Blown away by a blow out

I have noticed, in my all to frequent interaction with doctors, that many of them are a perverse lot. This realization dawned on me as one of said profession was sitting in front of me, performing an exam the likes of which I've never felt before, and sincerely hope to never endure again. "Oh yea, you definitely blew this out" he uttered. At once matter of fact, yet also clearly relishing the phrase. A combination of the examination, and rather unwelcome (though not at all unexpected) news left me with a rather pressing need to have a seat; my legs having become somewhat unsteady. In the grand scheme of health related problems, my "blow out" is relatively insignificant, merely an inguinal hernia. Requiring surgery, but reasonably simple to solve.

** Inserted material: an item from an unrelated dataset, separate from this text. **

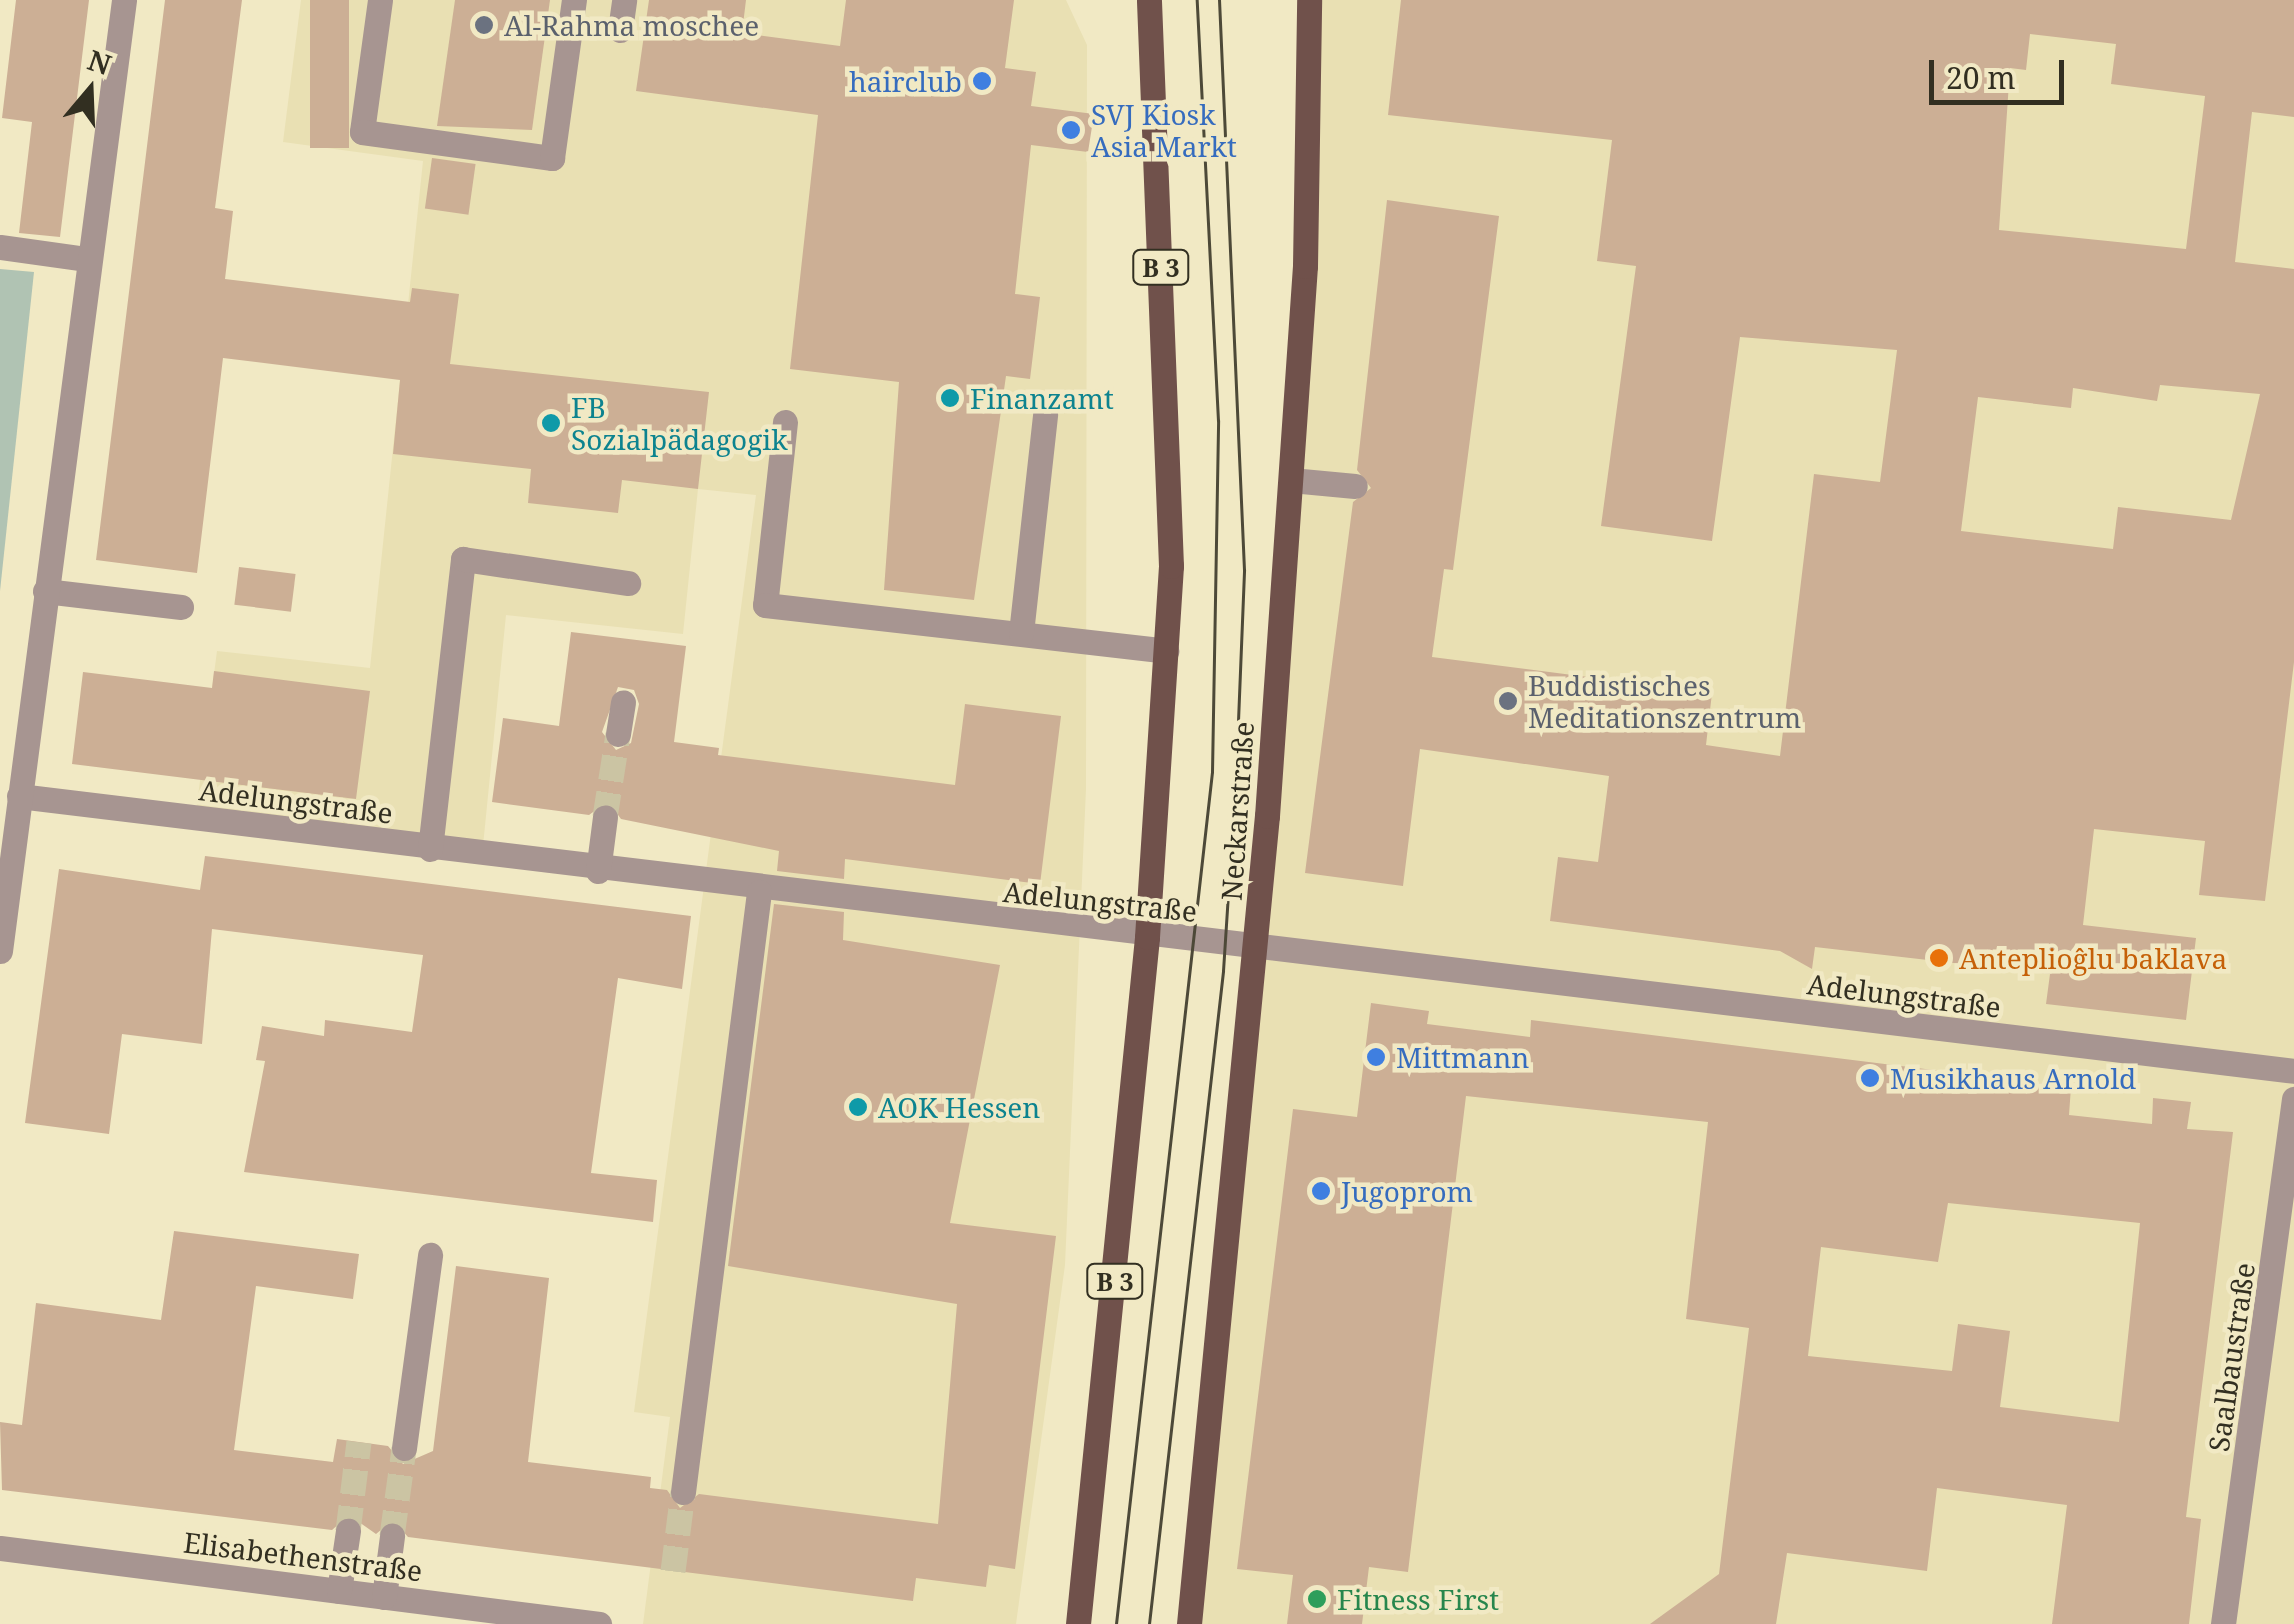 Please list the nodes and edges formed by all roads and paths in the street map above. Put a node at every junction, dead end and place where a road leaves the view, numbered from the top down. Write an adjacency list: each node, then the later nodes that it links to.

This brings me to the next segment of my story. The doctor whose job it will be to actually fix my brokenness (insofar as he is a surgeon and not a psychiatrist). The uncomfortable memory of my last exam weighs heavily upon me as I begin to discuss my problem. To my immense relief however, the surgeon is content to simply have me lay back and "bear down" (I had a sudden pang of sympathy for Ruth at this point, having had to do the same maneuver for both of our children's births). The doctor had informed me that sometimes hernias won't show up with the patient on his back, but the rather noticeable bulge popped up on my left inguinal region, right on cue. "Bear down again and I'll look at your right side." I comply. "Yea, you definitely blew out this side too." He said, doing a marginally better job of hiding the relish he felt at uttering the phrase.

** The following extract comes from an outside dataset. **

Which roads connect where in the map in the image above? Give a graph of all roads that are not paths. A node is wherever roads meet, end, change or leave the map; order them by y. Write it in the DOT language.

Dealing with the sick and infirm on a daily basis, it is clear why doctors needs to rely on clinical detachment to get through each day. It is however, interesting to me how detachment borders on sadism for so many of them. Don't get me wrong, I'm not faulting anyone. I'm certain that, were I a doctor, getting to tell a patient the he's blown something out—but that it is fixable, would be the highlight of my day. I imagine it is difficult to be so flippant with the real, serious, and not infrequently terminal problems that so many of their patients face. So much news in the medical profession must be sugar coated, or at least delicately delivered, it must be a welcome change to be so brazen on occasion. 

So, this coming Valentine's Day I get to go in and be cut open again. I'm not really nervous, and I really don't think the recovery will be too bad. Certainly it will be better than living with these two occasionally painful and continuously irritating bulges for the rest of my life. I do feel a little guilty that my romantic day with my wife will involve surgery and pain medication rather than champagne and roses (like I've ever bought her roses anyhow, boorish sloth that I am). But Ruth excels at being understanding, and if she is disappointed, the hides it well. Besides I imagine I may find a way to make it up to her at some point.

Finally, the one thing that does vex me: if the surgeon could clearly diagnose me by such a simple examination, why did the fist doctor feel it necessary to subject me to such a painful and discomforting examination at the outset? I'm sure he had his reasons, and I know that the exam he gave me is the standard to check for smaller herniations or the potential of one. But It seems to me that there might have been a less unpleasant way to have initially diagnosed my "blow out." I do suppose though blow out is a fitting term, hernia repair sounds to be remarkably similar to flat repair. 

Postscript

I wrote the above on a plane going to Puerto Rico for vacation. I had the repair surgery three days after our return (which is today). I think I am going fairly well, considering. There is plenty of pain, but I'm drugged to a near stupor, so at least there is an upside :-) The downside is that coughing makes my entire abdomen feel like there is a whole brood of aliens erupting from my insides. Also the cat decided that that particular part of my body would make a good springboard. She is very lucky I'm a forgiving person, otherwise we would have had a brand new cat-skin rug.